Effective sales coaching tips, strategies, and techniques

Effective coaching needs the right mix of empathy, problem-solving, and metrics-driven focus. One of the reasons coaching efforts are ineffective in many organizations is that many managers do not clearly understand how to coach. Some tips, strategies, and techniques that can improve coaching outcomes are:

  1. Do your homework:

    Simply sharing ideas that come up in the moment does not become coaching. Instead, coaching requires purposeful and intentional activity driven by an iterative plan. Hence, it is important for managers to spend time planning coaching sessions based on appropriate playbooks and the past history of the sales rep. This will allow them to identify specific behavior changes to be enacted and the path to such changes.
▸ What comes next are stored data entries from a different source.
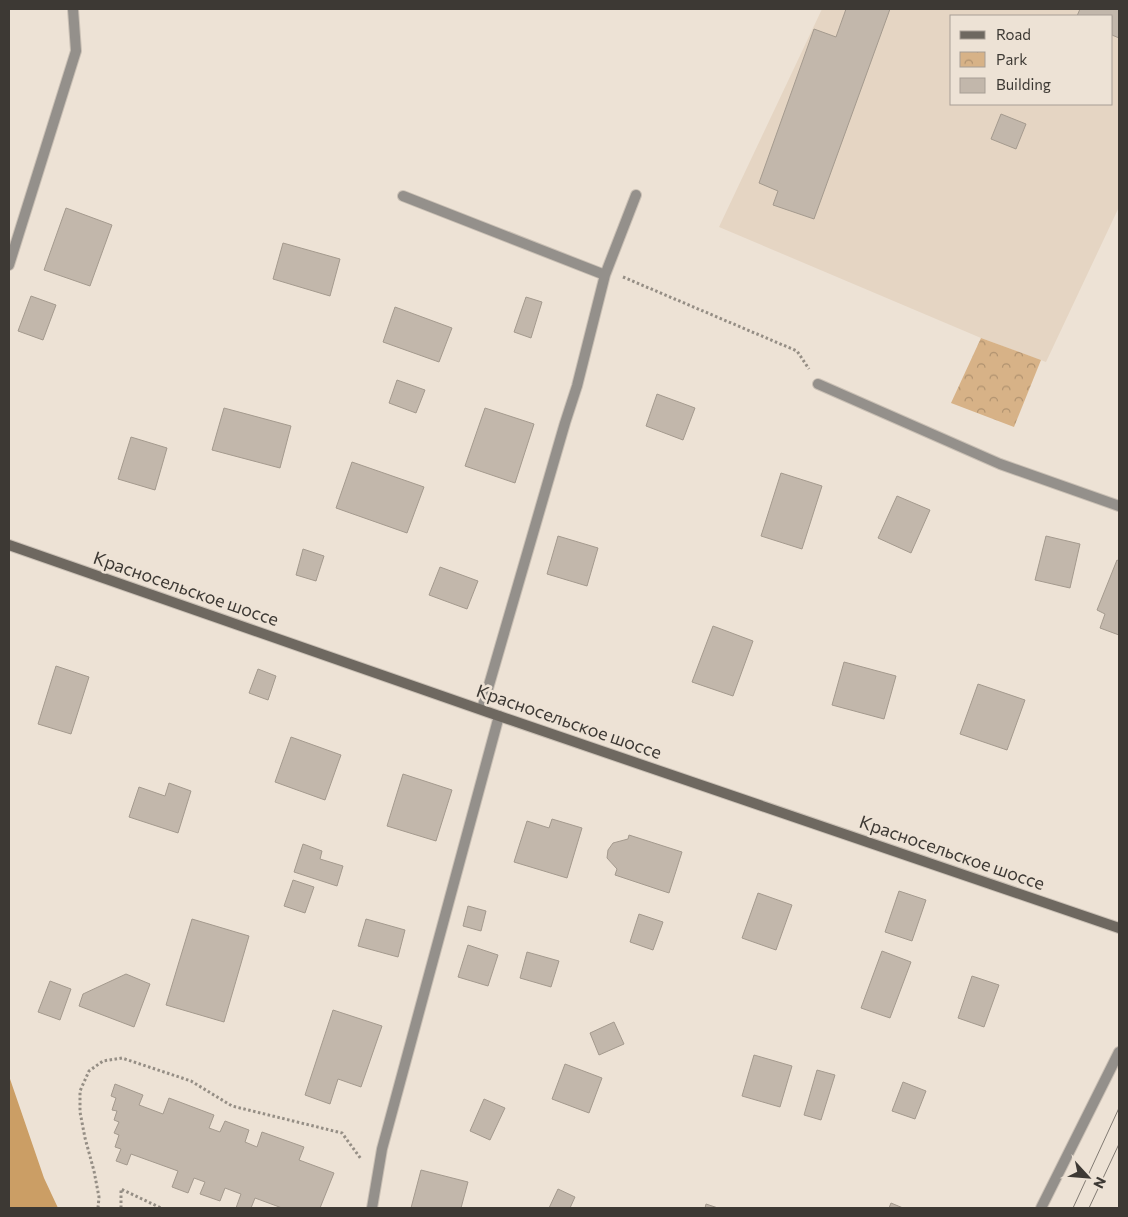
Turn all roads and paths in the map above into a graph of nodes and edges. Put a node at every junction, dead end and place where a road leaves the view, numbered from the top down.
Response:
1 (73, 9) edge
2 (636, 195) dead end
3 (403, 196) dead end
4 (9, 265) edge
5 (605, 275) junction
6 (818, 384) joint
7 (1119, 506) edge
8 (9, 545) edge
9 (482, 709) junction
10 (499, 716) junction
11 (1119, 928) edge
12 (1119, 1052) edge
13 (378, 1172) junction
14 (98, 1208) edge
15 (121, 1208) edge
16 (161, 1208) edge
17 (372, 1208) edge
18 (1041, 1208) edge

1 - 4 street
2 - 5 street
3 - 5 street
5 - 6 path
5 - 9 street
6 - 7 street
8 - 9 main road, Красносельское шоссе
9 - 10 main road, Красносельское шоссе
10 - 11 main road, Красносельское шоссе
10 - 13 street
12 - 18 street
13 - 14 path
13 - 17 street
15 - 16 path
  2. Balance formal and informal coaching:

    While coaching needs to be personalized, it doesn’t make sense to reinvent the wheel every time, either. Managers should possess a healthy mix of formal, predetermined skill development exercises and informal, in-the-moment instructions specifically tuned to a particular situation. This ensures that both general skill development and relevant, situation-specific learning take place.

  3. Vary coaching topics/areas:

    Sales reps often need a mix of strategic, tactical, and task-focused guidance. While the first helps them develop a big picture view of their role, tactical guidance helps them navigate the nitty-gritty of specific relationships and processes, and task-focused guidance teaches particular individual skills. Neglecting any one of these areas could leave crucial gaps in reps' skills and knowledge.

  4. Focus on self-discovery:

    If coaching simply becomes a process of telling reps what to do, they learn nothing from it and become dependent on their managers to make their decisions for them. On the other hand, when coaches help reps find their own answers, they boost the latter’s self-reliance and decision-making.

  5. Focus on one improvement at a time:

    If coaching pulls reps in too many directions at the same time, they'll simply end up confused and frustrated. Instead, it is vital that coaching should be an iterative process, focusing on one easily understandable task at a time and building upon each previous interaction.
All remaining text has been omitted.